→ **Exercise requirements**
If an entry includes an image, drop the image and copy the rest verbatim.

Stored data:
#####

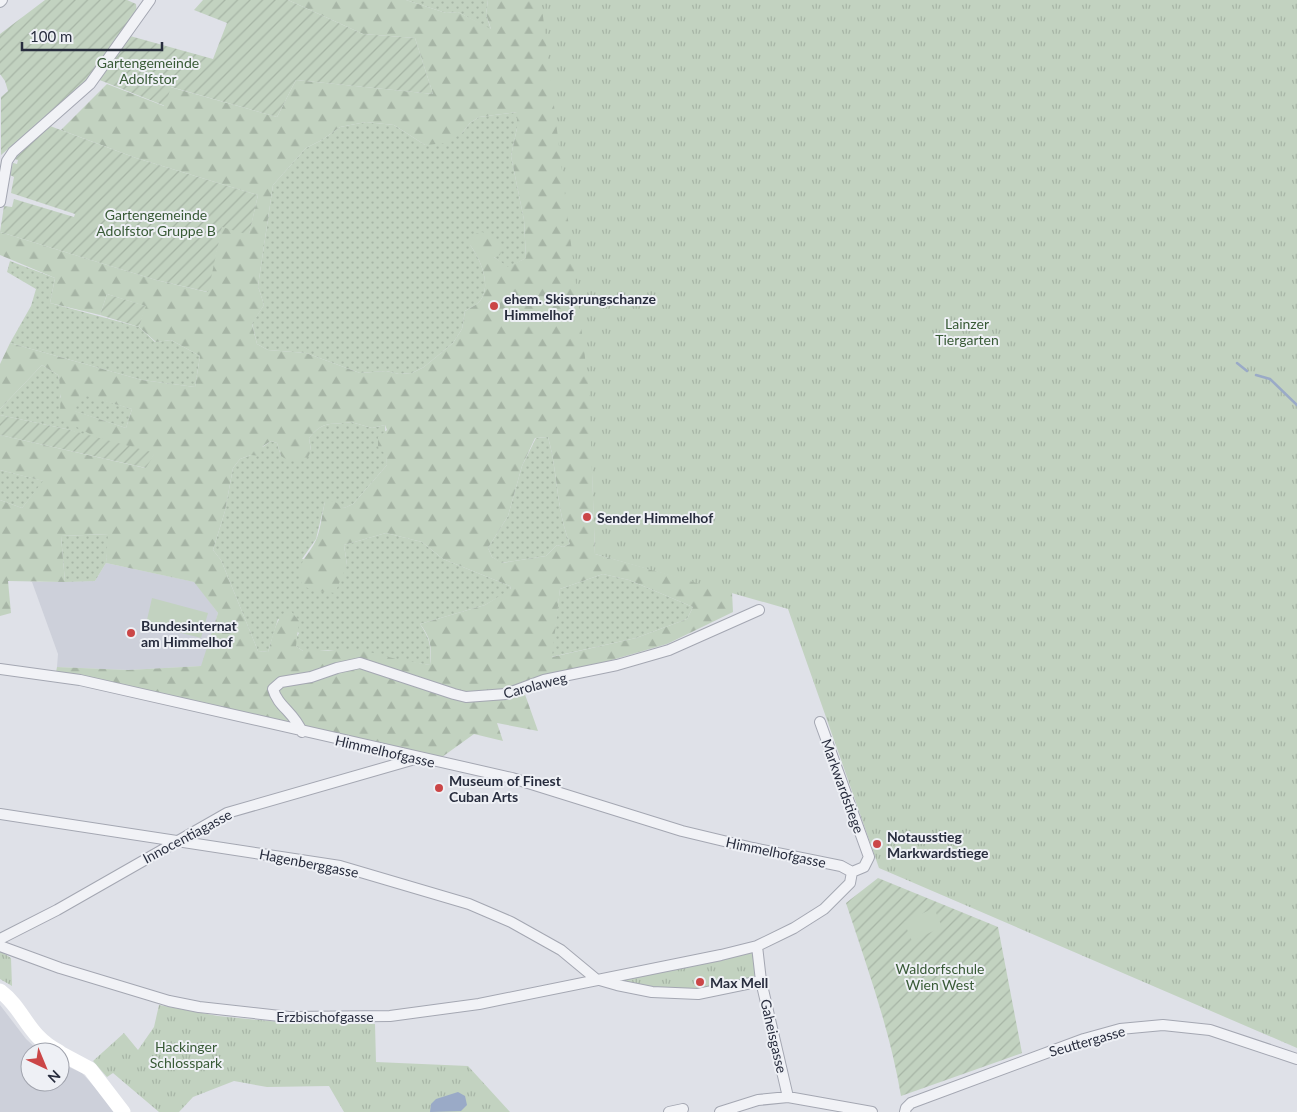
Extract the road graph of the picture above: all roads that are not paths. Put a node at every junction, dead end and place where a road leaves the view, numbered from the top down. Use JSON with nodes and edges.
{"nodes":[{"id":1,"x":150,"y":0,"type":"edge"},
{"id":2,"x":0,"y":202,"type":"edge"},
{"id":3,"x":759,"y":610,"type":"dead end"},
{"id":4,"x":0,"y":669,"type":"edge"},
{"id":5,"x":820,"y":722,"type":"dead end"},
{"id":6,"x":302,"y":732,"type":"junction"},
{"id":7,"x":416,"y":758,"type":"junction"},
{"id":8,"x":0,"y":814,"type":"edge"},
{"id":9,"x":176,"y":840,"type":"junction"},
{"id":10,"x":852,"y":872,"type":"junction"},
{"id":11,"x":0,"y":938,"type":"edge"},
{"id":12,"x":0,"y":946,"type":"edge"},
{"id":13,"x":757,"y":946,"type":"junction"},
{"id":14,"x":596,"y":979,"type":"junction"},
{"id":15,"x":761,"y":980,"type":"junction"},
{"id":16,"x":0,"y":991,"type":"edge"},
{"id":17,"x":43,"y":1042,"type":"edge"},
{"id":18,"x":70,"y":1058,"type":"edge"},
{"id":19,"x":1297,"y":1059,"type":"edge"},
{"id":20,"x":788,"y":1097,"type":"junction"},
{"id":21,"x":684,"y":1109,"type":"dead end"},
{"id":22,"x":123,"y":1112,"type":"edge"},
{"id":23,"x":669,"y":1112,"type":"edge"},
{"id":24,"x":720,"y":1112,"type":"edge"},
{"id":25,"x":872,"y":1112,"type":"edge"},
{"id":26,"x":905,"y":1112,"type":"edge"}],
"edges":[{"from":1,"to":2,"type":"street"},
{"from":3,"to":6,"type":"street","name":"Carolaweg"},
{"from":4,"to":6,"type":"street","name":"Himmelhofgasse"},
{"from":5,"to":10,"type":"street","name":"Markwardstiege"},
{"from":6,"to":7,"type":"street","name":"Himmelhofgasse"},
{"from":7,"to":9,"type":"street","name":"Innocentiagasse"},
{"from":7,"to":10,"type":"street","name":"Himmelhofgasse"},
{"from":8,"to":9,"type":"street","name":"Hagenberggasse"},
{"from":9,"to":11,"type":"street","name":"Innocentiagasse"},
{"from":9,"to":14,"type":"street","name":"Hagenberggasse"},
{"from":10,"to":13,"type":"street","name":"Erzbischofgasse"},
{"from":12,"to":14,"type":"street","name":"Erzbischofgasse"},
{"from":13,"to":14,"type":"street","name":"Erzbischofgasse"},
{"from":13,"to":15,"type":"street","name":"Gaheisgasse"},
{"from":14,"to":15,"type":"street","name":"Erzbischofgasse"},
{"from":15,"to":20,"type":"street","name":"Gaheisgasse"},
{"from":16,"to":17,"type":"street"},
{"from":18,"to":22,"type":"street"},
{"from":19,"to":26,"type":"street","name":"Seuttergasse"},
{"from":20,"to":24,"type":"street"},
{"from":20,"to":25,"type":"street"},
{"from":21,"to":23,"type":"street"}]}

#####

→ **Exercise result**
Extract the road graph of the picture above: all roads that are not paths. Put a node at every junction, dead end and place where a road leaves the view, numbered from the top down. Use JSON with nodes and edges.
{"nodes":[{"id":1,"x":150,"y":0,"type":"edge"},
{"id":2,"x":0,"y":202,"type":"edge"},
{"id":3,"x":759,"y":610,"type":"dead end"},
{"id":4,"x":0,"y":669,"type":"edge"},
{"id":5,"x":820,"y":722,"type":"dead end"},
{"id":6,"x":302,"y":732,"type":"junction"},
{"id":7,"x":416,"y":758,"type":"junction"},
{"id":8,"x":0,"y":814,"type":"edge"},
{"id":9,"x":176,"y":840,"type":"junction"},
{"id":10,"x":852,"y":872,"type":"junction"},
{"id":11,"x":0,"y":938,"type":"edge"},
{"id":12,"x":0,"y":946,"type":"edge"},
{"id":13,"x":757,"y":946,"type":"junction"},
{"id":14,"x":596,"y":979,"type":"junction"},
{"id":15,"x":761,"y":980,"type":"junction"},
{"id":16,"x":0,"y":991,"type":"edge"},
{"id":17,"x":43,"y":1042,"type":"edge"},
{"id":18,"x":70,"y":1058,"type":"edge"},
{"id":19,"x":1297,"y":1059,"type":"edge"},
{"id":20,"x":788,"y":1097,"type":"junction"},
{"id":21,"x":684,"y":1109,"type":"dead end"},
{"id":22,"x":123,"y":1112,"type":"edge"},
{"id":23,"x":669,"y":1112,"type":"edge"},
{"id":24,"x":720,"y":1112,"type":"edge"},
{"id":25,"x":872,"y":1112,"type":"edge"},
{"id":26,"x":905,"y":1112,"type":"edge"}],
"edges":[{"from":1,"to":2,"type":"street"},
{"from":3,"to":6,"type":"street","name":"Carolaweg"},
{"from":4,"to":6,"type":"street","name":"Himmelhofgasse"},
{"from":5,"to":10,"type":"street","name":"Markwardstiege"},
{"from":6,"to":7,"type":"street","name":"Himmelhofgasse"},
{"from":7,"to":9,"type":"street","name":"Innocentiagasse"},
{"from":7,"to":10,"type":"street","name":"Himmelhofgasse"},
{"from":8,"to":9,"type":"street","name":"Hagenberggasse"},
{"from":9,"to":11,"type":"street","name":"Innocentiagasse"},
{"from":9,"to":14,"type":"street","name":"Hagenberggasse"},
{"from":10,"to":13,"type":"street","name":"Erzbischofgasse"},
{"from":12,"to":14,"type":"street","name":"Erzbischofgasse"},
{"from":13,"to":14,"type":"street","name":"Erzbischofgasse"},
{"from":13,"to":15,"type":"street","name":"Gaheisgasse"},
{"from":14,"to":15,"type":"street","name":"Erzbischofgasse"},
{"from":15,"to":20,"type":"street","name":"Gaheisgasse"},
{"from":16,"to":17,"type":"street"},
{"from":18,"to":22,"type":"street"},
{"from":19,"to":26,"type":"street","name":"Seuttergasse"},
{"from":20,"to":24,"type":"street"},
{"from":20,"to":25,"type":"street"},
{"from":21,"to":23,"type":"street"}]}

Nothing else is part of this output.